I need a few of those 10's...5 would be good for starters. My NAS has all 3TB WD Reds in it now.
 
I got a 6TB white label from NewEgg last year as a media drive experiment in my X79 rig. So far so good. After reading a bunch of reviews I dropped a WD Red 8TB in our Kodi box and it's been a champ too(but as some reviews stated you really can hear the step motor)-and this sucker gets a lot of use.
 
I'd still be wary of the 10 and 12tb drives for a little while. The article stated that most of them were deployed less than a year ago, so the data may be a little skewed.


Well, the Seagate Enterprise drives come with 5 years of warranty, so I'm not too worried.

It would take a spectacularly unlikely series of simultaneous failures for me to lose data
 
I've had good luck with the 6TB & 8TB 5400 RPM WD red drives (used in my backup servers)

Also with the WD Gold 7200 4TB drives in production.

Couple dozen drives and no failures so far.

Pretty much the only server drives (other than a few SSD's ) I've bought the last couple years.
 
I've had good luck with the 6TB & 8TB 5400 RPM WD red drives (used in my backup servers)

Also with the WD Gold 7200 4TB drives in production.

Couple dozen drives and no failures so far.

Pretty much the only server drives (other than a few SSD's ) I've bought the last couple years.


My 12x 4TB Reds did OK for the 3-4 years I had them in my main server.

None of them outright failed, but two of them started getting a very slight amount of read/write errors, and were immediately replaced under warranty.

So, 1/6 disks replaced in almost 4 years. Not great, but not terrible either.
 
It's nice to see that HGST still has a decent showing after being picked up by WD.
 
The real takeaway is that hard drives have gotten incredibly reliable. You really can't go wrong with any of the major players.
 
The real takeaway is that hard drives have gotten incredibly reliable.

Agreed. But even the best hard drives are susceptible to user volatility. That is, the most douchebag volatile user will be the one whose hard drive fails, and it won't matter how good the brand was when your IT director is throwing you under the bus.
 
I'm not a fan of the current HGST 6TB NAS. p/n 726060ALE614

Its very loud and powers down when set to run with 24/7 uptime.
Its not a good drive for a gaming PC just because of the noise! I had to mount it loose on packaging to prevent anything it touches vibrating.
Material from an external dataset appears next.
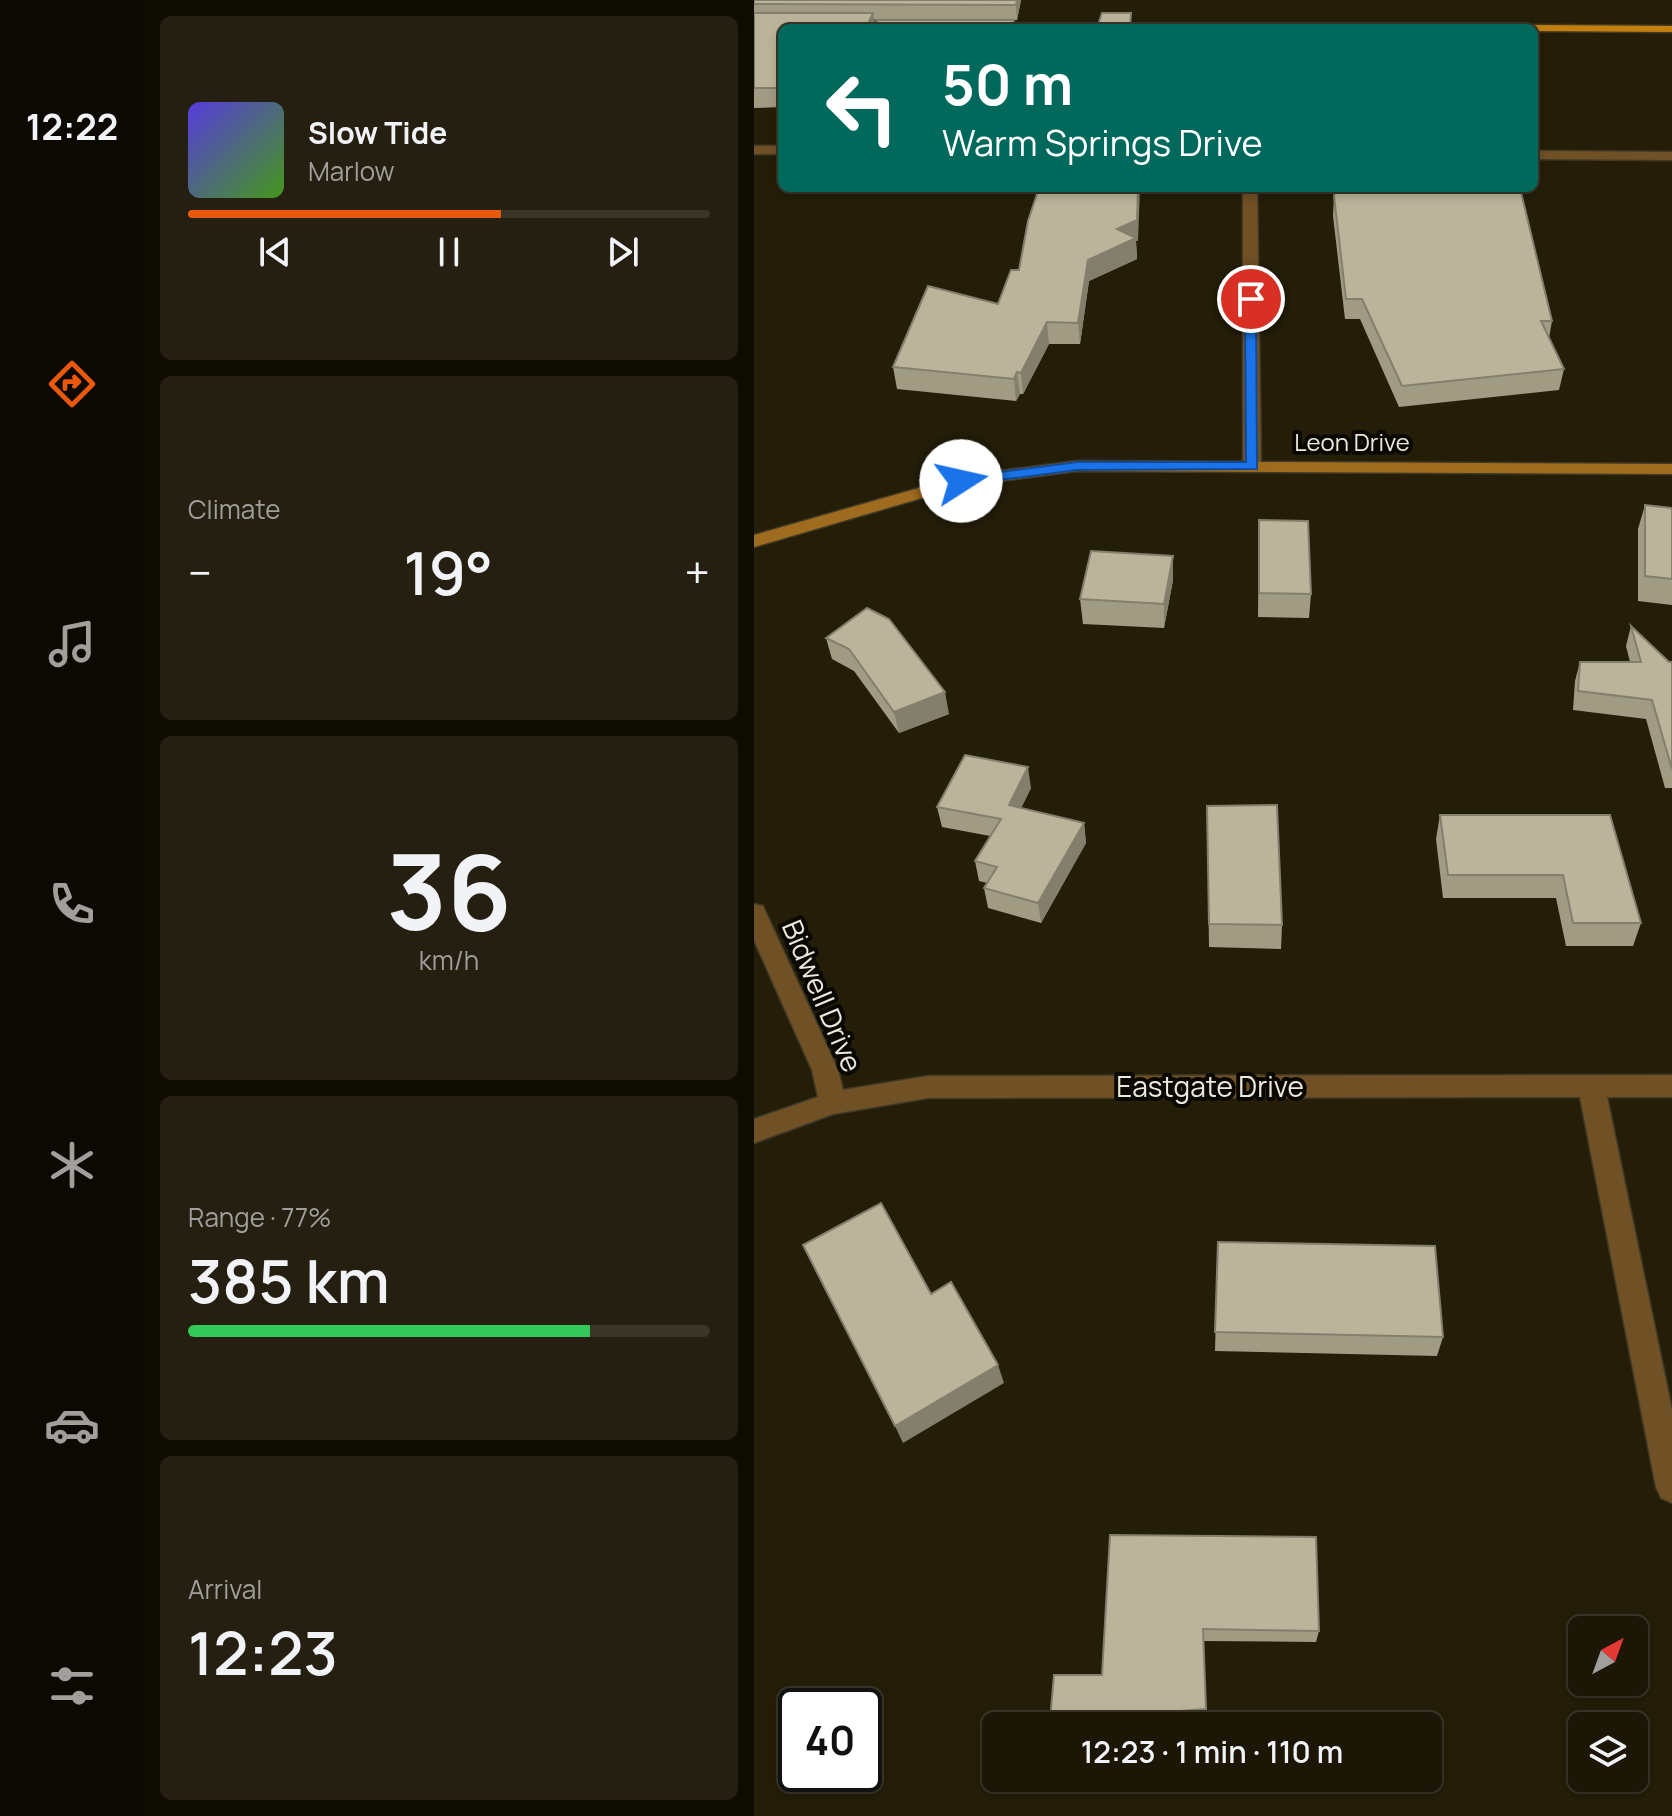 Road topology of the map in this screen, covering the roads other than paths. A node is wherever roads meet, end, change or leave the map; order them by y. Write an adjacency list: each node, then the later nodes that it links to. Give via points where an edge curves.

The seek is loud as well.
I often get a delay while the drive powers up even when not trying to access that drive as my swapfile is located on it.
Uptime stats for this drive should be disregarded as a huge chunk of that time the platter may not be spinning.
It feels like WD have dropped the quality in numerous ways and to compensate have reduced uptime.
Not impressed.
 
Look at those sample sizes, that chart is perilously close to completely useless.
 
Look at those sample sizes, that chart is perilously close to completely useless.
They have some more comprehensive data available, which includes all of 2017, 2016, 2015, and one for April 2013 through 12/31/2017 that have far more drives for *some* of the models. It is located HERE just scroll down. Most models fare well, a few not so well.
 
The real takeaway is that hard drives have gotten incredibly reliable. You really can't go wrong with any of the major players.

Very few failures on my servers the last couple years, unlike 4-5 years ago when I had several failures of the Dell rebranded Seagate drives, and a few Dell branded WD drives.

I still have a stack of working 250GB, 500GB & 750GB drives I retired the past few years, and now I'm starting to retire the 1TB drives.

Glad they have been reliable enough that I'm now more likely to retire a drive due to the size, than to have them fail.
 
Look at those sample sizes, that chart is perilously close to completely useless.


Not really. Unless your standard deviation is very high, you don't need massive sample sizes for inferential statistics.

Usually less than 30 pieces is more than enough.

Here, we are dealing with attribute data analyzed using the binomial distribution. For that, I'd say you probablt want at least 60 pieces (well, 59 to be precise) to hit 95% confidence at 95% coverage.

So, most of these have large enough sample sizes for analysis. Some of them are on the low side though.